Where I agree with Daniel:
The directional thesis is solid. Inference costs will continue to fall. A tiered market will emerge. Open-source will absorb an increasing share of routine workloads. Most human tasks don't require frontier intelligence. The data supports all of this.
Where I add nuance:
The specific numbers—"95% of tasks," "1-5% of efficiency"—are defensible as ranges but shouldn't be treated as precise. The physics-informed estimate of 2-5% efficiency (20-50x total improvement remaining) is more grounded than "orders of magnitude."
Where I push back:
The thesis underweights three forces.
First, Jevons Paradox. Cheaper inference doesn't mean less spending—it means more demand. Total AI inference spending is projected to grow from $97 billion to $255 billion by 2030 even as per-unit costs crater.
Second, the agentic multiplier. Today's "routine" task is tomorrow's multi-step agent workflow burning 10-100x more tokens. The boundary between "good enough" and "needs frontier" is not static—it moves toward complexity as users discover what automation can do. The 95% figure is a snapshot, not a law.
Third, consolidation dynamics. Our red team's incentive analysis was sobering. Every major player's incentives align toward consolidation, even when they use the language of democratization. Meta's open-source strategy is a weapon against Google and OpenAI, not a gift to humanity. The theses may be individually correct and still paint a misleading picture—individually true statements that, assembled into a narrative, suggest abundance, but when you map the incentives, describe concentration wearing the mask of openness.
My bottom line:
The subsidy party is ending. Expect 12-18 months of turbulence where frontier API costs double or triple. Companies with open-source infrastructure competency will be fine. Companies dependent on subsidized APIs will feel real pain. Then efficiency gains catch up, honest pricing stabilizes, and the market finds equilibrium.

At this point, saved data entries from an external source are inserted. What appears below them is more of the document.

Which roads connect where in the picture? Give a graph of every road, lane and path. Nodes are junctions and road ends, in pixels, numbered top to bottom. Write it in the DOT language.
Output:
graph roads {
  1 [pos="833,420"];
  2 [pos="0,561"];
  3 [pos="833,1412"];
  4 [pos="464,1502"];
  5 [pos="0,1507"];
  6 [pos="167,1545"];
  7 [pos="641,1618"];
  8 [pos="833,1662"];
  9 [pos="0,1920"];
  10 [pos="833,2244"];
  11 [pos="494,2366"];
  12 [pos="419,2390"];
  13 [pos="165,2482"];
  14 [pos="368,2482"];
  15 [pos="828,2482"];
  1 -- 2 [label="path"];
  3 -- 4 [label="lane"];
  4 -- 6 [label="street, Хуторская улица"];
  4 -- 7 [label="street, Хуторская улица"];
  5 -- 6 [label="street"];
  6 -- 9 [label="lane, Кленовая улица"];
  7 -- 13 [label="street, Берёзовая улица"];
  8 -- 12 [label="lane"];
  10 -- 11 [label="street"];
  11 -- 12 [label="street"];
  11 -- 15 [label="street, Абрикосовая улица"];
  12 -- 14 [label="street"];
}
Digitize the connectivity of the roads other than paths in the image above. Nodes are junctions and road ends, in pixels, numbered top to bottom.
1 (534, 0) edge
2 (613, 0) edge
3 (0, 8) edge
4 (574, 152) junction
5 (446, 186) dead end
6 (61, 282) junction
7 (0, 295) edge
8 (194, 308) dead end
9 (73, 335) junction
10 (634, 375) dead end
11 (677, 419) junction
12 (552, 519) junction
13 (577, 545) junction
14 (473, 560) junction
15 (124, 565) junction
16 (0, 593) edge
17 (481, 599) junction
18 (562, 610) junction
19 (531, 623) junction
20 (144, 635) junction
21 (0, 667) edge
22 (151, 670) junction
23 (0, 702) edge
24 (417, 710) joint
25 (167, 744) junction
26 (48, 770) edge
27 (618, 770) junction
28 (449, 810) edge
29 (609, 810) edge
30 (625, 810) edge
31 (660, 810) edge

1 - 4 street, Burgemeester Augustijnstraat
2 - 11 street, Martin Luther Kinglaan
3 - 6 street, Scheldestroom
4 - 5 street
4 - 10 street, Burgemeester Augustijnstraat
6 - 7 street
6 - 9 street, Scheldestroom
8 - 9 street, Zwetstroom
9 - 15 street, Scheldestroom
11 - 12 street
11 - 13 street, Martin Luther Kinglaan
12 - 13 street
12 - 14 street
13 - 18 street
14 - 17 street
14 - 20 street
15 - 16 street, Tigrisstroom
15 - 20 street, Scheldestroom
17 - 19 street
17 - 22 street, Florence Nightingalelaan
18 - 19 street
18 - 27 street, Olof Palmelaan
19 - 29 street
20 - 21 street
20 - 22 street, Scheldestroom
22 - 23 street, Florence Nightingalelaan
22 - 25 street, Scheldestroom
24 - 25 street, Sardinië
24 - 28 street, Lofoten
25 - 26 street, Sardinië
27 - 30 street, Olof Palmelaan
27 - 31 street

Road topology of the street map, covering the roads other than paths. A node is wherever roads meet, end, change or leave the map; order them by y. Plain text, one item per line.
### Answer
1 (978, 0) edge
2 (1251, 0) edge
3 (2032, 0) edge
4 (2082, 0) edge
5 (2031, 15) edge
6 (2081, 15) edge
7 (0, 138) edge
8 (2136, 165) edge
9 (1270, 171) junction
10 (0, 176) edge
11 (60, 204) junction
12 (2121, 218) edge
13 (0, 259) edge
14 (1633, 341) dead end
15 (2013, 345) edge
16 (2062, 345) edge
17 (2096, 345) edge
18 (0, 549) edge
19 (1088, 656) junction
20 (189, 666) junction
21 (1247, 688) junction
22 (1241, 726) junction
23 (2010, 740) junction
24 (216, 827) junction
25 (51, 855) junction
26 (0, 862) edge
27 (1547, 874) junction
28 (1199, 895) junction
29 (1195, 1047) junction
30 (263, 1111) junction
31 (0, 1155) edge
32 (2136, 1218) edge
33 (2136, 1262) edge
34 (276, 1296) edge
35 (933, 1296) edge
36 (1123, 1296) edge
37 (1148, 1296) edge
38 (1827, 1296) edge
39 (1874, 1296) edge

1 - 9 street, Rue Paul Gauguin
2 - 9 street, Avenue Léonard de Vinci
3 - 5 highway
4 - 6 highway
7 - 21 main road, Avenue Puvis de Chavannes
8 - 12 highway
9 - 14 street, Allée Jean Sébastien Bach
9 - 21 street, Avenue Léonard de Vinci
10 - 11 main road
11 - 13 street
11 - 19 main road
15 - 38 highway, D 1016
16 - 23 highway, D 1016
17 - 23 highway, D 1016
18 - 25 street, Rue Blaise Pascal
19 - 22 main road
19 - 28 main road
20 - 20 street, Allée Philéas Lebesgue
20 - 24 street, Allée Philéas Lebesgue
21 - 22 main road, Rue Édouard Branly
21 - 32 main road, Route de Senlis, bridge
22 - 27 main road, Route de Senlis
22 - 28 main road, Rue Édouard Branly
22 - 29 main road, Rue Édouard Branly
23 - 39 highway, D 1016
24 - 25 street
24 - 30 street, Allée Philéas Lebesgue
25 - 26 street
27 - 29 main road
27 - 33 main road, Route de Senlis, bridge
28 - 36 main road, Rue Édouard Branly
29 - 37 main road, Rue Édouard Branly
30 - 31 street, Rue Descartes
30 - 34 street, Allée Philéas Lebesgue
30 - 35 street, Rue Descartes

The thing most people are missing: the correction won't feel like a crisis for most users. It will feel like a repricing of the premium tier that most people weren't using anyway. The real story isn't the price shock—it's the efficiency revolution underneath it.
Subsidies create artificial adoption. Efficiency creates real adoption. We're transitioning from one to the other. That's not a crisis. It's a maturation.